The World at the End of Time by Frederick Pohl

The old woman might have been a religious bigot, but she was not a scientific fool. She recognized the patterns at once. “You’re checking spectra,” she announced, “and I can guess what that’s a spectrum of. Viktor, I don’t know what to do with you. You’ve been openly talking religious error—” He started to speak again, startled, but she overrode him. “Don’t deny it! Do you think people don’t report to me? Half a dozen people heard you in the dining hall today! And you’re wasting working time with your immoral habits. I can’t put up with this. Do you have anything to say for yourself?”

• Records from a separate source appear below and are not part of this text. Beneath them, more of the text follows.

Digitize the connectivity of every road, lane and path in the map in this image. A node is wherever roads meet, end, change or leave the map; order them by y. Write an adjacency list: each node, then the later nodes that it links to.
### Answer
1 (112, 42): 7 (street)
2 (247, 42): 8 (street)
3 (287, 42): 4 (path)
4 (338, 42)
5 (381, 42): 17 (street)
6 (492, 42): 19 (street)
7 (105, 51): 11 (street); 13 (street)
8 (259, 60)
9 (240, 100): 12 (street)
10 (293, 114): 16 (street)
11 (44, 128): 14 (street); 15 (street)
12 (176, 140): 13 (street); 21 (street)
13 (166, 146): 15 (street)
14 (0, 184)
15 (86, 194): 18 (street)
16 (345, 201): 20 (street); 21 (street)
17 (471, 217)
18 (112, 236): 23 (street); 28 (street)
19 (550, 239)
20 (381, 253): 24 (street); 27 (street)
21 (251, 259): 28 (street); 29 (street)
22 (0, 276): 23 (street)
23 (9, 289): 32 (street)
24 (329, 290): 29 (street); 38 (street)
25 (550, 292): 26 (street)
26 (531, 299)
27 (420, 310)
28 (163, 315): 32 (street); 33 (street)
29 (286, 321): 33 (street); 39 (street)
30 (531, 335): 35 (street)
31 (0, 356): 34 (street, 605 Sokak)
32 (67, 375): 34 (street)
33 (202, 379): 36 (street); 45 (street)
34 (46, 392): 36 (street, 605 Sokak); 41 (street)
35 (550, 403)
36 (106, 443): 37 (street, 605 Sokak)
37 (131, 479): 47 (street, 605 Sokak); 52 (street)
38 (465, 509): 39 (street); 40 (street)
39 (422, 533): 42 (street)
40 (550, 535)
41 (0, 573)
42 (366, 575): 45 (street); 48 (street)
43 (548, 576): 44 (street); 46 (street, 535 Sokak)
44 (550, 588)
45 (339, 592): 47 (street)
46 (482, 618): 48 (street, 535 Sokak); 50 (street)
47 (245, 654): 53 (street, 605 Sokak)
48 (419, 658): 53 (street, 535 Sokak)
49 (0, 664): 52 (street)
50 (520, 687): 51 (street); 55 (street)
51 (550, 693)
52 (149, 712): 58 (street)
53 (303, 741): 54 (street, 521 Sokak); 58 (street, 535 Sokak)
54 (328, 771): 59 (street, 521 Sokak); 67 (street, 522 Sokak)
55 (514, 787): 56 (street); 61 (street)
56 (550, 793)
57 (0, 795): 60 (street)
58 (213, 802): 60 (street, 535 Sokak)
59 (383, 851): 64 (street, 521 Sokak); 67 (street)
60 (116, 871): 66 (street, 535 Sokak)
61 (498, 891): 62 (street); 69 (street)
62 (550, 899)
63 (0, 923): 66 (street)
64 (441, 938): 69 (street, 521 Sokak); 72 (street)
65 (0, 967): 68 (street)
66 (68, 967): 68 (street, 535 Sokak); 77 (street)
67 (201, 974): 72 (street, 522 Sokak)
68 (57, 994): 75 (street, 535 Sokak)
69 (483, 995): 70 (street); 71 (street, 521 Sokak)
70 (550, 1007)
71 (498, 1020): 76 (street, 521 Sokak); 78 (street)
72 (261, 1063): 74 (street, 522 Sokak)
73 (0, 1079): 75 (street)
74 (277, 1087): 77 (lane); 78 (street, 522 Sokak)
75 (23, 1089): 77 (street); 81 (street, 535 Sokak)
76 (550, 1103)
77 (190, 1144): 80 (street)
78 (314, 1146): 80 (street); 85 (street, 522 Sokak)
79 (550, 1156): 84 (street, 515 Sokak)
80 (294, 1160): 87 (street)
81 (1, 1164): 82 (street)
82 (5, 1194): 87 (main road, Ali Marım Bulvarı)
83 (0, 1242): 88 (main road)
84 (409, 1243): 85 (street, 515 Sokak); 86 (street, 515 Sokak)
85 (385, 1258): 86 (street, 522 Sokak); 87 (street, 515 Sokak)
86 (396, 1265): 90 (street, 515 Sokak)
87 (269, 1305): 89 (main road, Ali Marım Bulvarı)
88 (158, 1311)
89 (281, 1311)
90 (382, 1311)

“I’m only trying to find out the truth about what’s going on!” Viktor cried hotly.

“The truth,” Tortee said icily, “has long since been revealed to us. Blessed Freddy set it down for all to see in His Third Testament, and that’s the only truth that matters. I forbid you ever to speak of this subject again.” He was astonished to see that she was really angry. Her pudgy face was squeezed into a scowl. “Don’t try my patience too far, Viktor! I don’t want to have to punish you. You wouldn’t like it.” She stared at him for a moment, then added as an afterthought, “You can forget about using my room for your personal pleasure again, too. Now get out of here! You and Mirian are wanted at the shuttle. They’re almost ready to fuel up for the first repair crew.”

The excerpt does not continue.